Prévia do que o público verá: Victor sem camisa e fantasiado de policial (Fotos: Bianca Oliveira / Marco Rodrigues)
Prévia do que o público verá: Victor sem camisa e fantasiado de policial (Fotos: Bianca Oliveira / Marco Rodrigues)

Na história, adaptada do filme britânico homônimo de 1997, o mercado industrial está em declínio e ocorrem demissões em massa. Desempregados, um grupo de metalúrgicos decide montar um show de strip-tease para conseguir dinheiro. Eles veem o sucesso que os Chippendales fazem com as mulheres, e se propõem a apresentar algo mais: a nudez total, o que os strippers famosos não fazem. O personagem do Victor entra na história após uma audição, onde seu pênis grande é descoberto. Ele se envolve com o personagem do André Dias (de “Bilac Vê Estrelas”), também parte dos strippers cômicos. “Não sei se ele aparece para tirar o personagem do André do armário… Não sei ainda se ele é gay, de verdade. Acho que os dois estão tão carentes que acabam se envolvendo”, diz o ator.

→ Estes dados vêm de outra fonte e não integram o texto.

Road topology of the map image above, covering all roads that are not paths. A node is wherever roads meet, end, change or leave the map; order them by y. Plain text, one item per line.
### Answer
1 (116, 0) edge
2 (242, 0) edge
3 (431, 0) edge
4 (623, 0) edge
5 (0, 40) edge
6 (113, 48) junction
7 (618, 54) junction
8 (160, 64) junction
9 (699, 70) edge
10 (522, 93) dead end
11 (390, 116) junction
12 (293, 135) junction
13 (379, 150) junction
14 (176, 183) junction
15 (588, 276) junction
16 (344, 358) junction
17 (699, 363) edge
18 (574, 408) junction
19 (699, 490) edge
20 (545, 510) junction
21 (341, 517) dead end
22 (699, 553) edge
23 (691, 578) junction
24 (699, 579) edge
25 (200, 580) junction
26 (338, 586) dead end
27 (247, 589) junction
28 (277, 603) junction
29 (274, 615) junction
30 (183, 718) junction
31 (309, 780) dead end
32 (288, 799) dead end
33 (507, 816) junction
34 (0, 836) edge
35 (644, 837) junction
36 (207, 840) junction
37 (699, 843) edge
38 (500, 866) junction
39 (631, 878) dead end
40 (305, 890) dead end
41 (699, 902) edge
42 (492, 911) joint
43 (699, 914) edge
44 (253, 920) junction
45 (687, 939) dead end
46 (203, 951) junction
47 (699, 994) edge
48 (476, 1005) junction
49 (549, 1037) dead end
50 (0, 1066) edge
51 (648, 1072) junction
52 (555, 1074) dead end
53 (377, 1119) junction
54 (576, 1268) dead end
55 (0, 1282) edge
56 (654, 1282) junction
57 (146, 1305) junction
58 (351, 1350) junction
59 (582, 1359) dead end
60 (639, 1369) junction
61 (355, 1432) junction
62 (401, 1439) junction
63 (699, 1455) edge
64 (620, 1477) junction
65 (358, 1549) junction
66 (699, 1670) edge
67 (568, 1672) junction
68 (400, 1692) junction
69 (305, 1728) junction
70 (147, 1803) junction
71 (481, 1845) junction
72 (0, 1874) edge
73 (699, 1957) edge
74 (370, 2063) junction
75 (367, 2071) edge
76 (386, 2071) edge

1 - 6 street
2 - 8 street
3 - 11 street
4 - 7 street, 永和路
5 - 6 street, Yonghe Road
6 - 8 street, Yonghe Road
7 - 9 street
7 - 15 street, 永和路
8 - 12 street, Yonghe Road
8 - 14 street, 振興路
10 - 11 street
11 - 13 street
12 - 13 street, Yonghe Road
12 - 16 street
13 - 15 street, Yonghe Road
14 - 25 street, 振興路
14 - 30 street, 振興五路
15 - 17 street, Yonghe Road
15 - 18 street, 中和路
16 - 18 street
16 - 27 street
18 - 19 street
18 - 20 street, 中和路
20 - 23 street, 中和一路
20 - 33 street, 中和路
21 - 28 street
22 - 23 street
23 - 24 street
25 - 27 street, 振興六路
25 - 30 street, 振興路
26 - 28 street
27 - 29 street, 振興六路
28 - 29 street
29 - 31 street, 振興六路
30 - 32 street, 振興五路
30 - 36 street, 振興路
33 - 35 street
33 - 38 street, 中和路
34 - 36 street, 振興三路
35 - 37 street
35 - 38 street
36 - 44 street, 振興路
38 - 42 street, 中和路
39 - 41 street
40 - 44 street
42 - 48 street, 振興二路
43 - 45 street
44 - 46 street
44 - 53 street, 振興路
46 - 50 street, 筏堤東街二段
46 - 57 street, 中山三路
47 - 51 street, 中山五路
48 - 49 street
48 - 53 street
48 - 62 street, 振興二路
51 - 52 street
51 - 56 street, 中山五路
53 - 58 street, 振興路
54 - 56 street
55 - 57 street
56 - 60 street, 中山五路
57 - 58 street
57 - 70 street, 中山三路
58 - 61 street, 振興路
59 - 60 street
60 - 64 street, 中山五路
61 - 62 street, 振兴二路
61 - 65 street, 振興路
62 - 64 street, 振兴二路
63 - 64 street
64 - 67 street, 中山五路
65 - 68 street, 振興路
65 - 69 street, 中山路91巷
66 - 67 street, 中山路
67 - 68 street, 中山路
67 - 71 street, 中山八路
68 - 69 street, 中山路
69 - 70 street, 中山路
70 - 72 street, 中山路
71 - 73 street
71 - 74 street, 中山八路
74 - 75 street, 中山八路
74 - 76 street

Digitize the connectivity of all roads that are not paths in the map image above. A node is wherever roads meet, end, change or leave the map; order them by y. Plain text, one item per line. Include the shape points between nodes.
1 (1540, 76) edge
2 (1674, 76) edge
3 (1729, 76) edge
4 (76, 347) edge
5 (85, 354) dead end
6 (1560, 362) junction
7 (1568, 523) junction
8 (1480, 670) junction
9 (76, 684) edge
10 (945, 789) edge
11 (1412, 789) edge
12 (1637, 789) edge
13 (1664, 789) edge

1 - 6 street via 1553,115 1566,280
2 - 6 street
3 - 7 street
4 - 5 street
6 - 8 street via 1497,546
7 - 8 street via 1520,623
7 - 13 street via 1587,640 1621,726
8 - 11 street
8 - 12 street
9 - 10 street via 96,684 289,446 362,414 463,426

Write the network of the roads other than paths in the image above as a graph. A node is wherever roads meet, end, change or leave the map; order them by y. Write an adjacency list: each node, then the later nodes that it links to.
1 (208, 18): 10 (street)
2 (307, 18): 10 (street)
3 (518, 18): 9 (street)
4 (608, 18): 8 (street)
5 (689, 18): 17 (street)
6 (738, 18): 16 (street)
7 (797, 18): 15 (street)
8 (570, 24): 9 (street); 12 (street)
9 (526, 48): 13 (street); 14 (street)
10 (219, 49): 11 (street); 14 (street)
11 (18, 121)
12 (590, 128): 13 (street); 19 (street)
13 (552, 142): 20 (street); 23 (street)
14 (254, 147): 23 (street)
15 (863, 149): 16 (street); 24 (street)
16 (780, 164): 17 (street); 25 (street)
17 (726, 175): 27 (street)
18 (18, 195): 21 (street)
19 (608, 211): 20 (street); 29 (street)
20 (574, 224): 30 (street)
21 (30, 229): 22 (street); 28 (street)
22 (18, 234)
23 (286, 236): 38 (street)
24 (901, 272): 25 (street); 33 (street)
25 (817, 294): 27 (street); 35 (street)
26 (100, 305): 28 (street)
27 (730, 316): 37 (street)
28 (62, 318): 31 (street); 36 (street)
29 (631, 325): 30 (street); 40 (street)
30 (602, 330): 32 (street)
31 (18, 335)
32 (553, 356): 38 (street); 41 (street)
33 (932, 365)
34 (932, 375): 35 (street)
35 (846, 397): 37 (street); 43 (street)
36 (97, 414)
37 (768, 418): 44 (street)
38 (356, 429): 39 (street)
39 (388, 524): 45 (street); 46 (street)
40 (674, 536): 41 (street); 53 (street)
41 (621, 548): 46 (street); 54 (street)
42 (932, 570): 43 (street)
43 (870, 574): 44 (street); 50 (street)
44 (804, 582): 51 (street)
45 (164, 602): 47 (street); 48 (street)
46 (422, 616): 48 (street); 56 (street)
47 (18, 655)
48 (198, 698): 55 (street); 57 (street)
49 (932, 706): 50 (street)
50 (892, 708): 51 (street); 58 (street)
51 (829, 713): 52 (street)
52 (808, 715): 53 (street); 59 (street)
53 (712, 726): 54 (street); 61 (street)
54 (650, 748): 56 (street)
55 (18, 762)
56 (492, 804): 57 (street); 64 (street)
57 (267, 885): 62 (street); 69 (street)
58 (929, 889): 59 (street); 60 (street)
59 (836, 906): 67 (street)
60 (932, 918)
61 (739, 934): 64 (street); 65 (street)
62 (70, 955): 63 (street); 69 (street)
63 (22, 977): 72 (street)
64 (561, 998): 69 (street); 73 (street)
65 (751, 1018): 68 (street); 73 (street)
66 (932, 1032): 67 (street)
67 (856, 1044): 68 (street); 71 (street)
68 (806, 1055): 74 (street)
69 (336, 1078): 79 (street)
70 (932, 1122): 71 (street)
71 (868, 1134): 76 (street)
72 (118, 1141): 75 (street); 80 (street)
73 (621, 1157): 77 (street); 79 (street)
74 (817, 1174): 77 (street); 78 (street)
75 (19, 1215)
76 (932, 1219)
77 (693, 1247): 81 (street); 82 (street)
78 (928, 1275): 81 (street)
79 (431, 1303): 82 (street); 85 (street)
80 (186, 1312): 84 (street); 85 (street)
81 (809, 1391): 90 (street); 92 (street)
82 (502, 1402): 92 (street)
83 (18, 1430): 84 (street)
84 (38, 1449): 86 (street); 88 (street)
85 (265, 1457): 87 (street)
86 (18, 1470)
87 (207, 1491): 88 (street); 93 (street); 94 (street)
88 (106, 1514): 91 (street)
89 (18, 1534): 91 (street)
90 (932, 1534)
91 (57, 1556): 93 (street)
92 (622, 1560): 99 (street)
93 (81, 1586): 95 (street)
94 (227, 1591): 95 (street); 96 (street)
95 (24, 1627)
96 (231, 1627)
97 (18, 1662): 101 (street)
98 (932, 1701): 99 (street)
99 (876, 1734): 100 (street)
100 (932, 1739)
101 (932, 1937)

Victor recebeu o convite do diretor Tadeu Aguiar, que trabalhou com ele em “Quase Normal”, durante a temporada de “S’imbora, o Musical”. Duas semanas após o fim da temporada da peça em São Paulo, deu início aos ensaios com o diretor musical Miguel Briamonte (de “Cats”). Foi tudo muito rápido, mas ele ainda perdeu cerca de 3kg para o papel. Achou que o personagem pedia um corpo menos sarado e abandonou a malhação. “A graça de eles quererem fazer strip-tease é não corresponderem aos padrões: tem um gordo, tem um velho…”. Seus colegas de cena – e de strip – são André, Sérgio Menezes (de “Bilac Vê Estrelas”), Claudio Mendes (de “Educando Rita”), Mouhamed Harfouch (de “Fazendo História”) e Carlos Arruza (de “Se Eu Fosse Você, o Musical”).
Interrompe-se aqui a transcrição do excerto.